## WHAT IS NEEDED
Could you repeat all of the entries below word for word, apart from the pictures?

(Collected data entries)
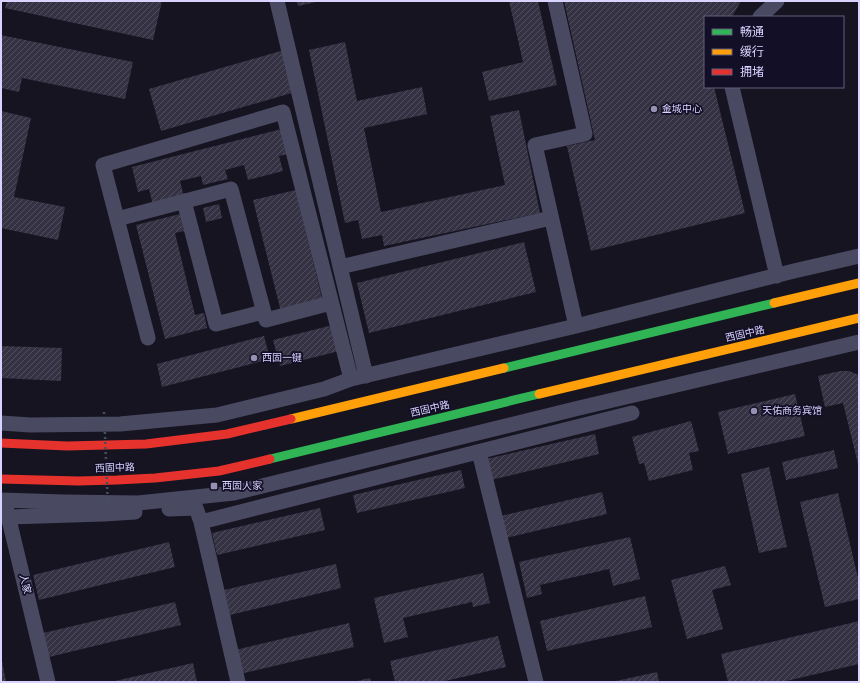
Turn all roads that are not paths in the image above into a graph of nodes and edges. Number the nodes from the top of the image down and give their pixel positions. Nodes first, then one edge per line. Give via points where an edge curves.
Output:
1 (277, 1) edge
2 (555, 1) edge
3 (776, 1) edge
4 (761, 16) edge
5 (732, 88) edge
6 (184, 201) junction
7 (551, 218) junction
8 (117, 219) junction
9 (859, 256) edge
10 (340, 267) junction
11 (778, 276) junction
12 (859, 283) edge
13 (331, 302) junction
14 (263, 312) junction
15 (859, 318) edge
16 (576, 326) junction
17 (148, 338) dead end
18 (859, 342) edge
19 (366, 376) junction
20 (351, 379) junction
21 (632, 413) dead end
22 (1, 423) edge
23 (1, 443) edge
24 (479, 452) junction
25 (1, 479) edge
26 (2, 496) edge
27 (8, 517) junction
28 (202, 522) junction
29 (48, 682) edge
30 (238, 682) edge
31 (536, 682) edge

1 - 10 street
2 - 7 street via 585,134 535,145
3 - 4 street
5 - 11 street
6 - 8 street
6 - 14 street via 216,324
6 - 14 street via 231,189
7 - 10 street
7 - 16 street
8 - 13 street via 104,165 283,112
8 - 17 street
9 - 11 street
10 - 19 street
11 - 16 street
12 - 23 main road via 358,406 227,434 146,444 67,446
13 - 14 street via 266,320
13 - 20 street
15 - 25 main road, 西固中路 via 366,432 219,470 155,478 35,481
16 - 19 street
18 - 26 street via 234,492 138,503 64,502
19 - 20 street
20 - 22 street via 324,389 217,415 120,424 30,426
21 - 24 street
24 - 28 street
24 - 31 street
26 - 27 street, 人家
27 - 28 street via 196,508
27 - 29 street, 人家
28 - 30 street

## TASK ANSWER
Turn all roads that are not paths in the image above into a graph of nodes and edges. Number the nodes from the top of the image down and give their pixel positions. Nodes first, then one edge per line. Give via points where an edge curves.
Output:
1 (277, 1) edge
2 (555, 1) edge
3 (776, 1) edge
4 (761, 16) edge
5 (732, 88) edge
6 (184, 201) junction
7 (551, 218) junction
8 (117, 219) junction
9 (859, 256) edge
10 (340, 267) junction
11 (778, 276) junction
12 (859, 283) edge
13 (331, 302) junction
14 (263, 312) junction
15 (859, 318) edge
16 (576, 326) junction
17 (148, 338) dead end
18 (859, 342) edge
19 (366, 376) junction
20 (351, 379) junction
21 (632, 413) dead end
22 (1, 423) edge
23 (1, 443) edge
24 (479, 452) junction
25 (1, 479) edge
26 (2, 496) edge
27 (8, 517) junction
28 (202, 522) junction
29 (48, 682) edge
30 (238, 682) edge
31 (536, 682) edge

1 - 10 street
2 - 7 street via 585,134 535,145
3 - 4 street
5 - 11 street
6 - 8 street
6 - 14 street via 216,324
6 - 14 street via 231,189
7 - 10 street
7 - 16 street
8 - 13 street via 104,165 283,112
8 - 17 street
9 - 11 street
10 - 19 street
11 - 16 street
12 - 23 main road via 358,406 227,434 146,444 67,446
13 - 14 street via 266,320
13 - 20 street
15 - 25 main road, 西固中路 via 366,432 219,470 155,478 35,481
16 - 19 street
18 - 26 street via 234,492 138,503 64,502
19 - 20 street
20 - 22 street via 324,389 217,415 120,424 30,426
21 - 24 street
24 - 28 street
24 - 31 street
26 - 27 street, 人家
27 - 28 street via 196,508
27 - 29 street, 人家
28 - 30 street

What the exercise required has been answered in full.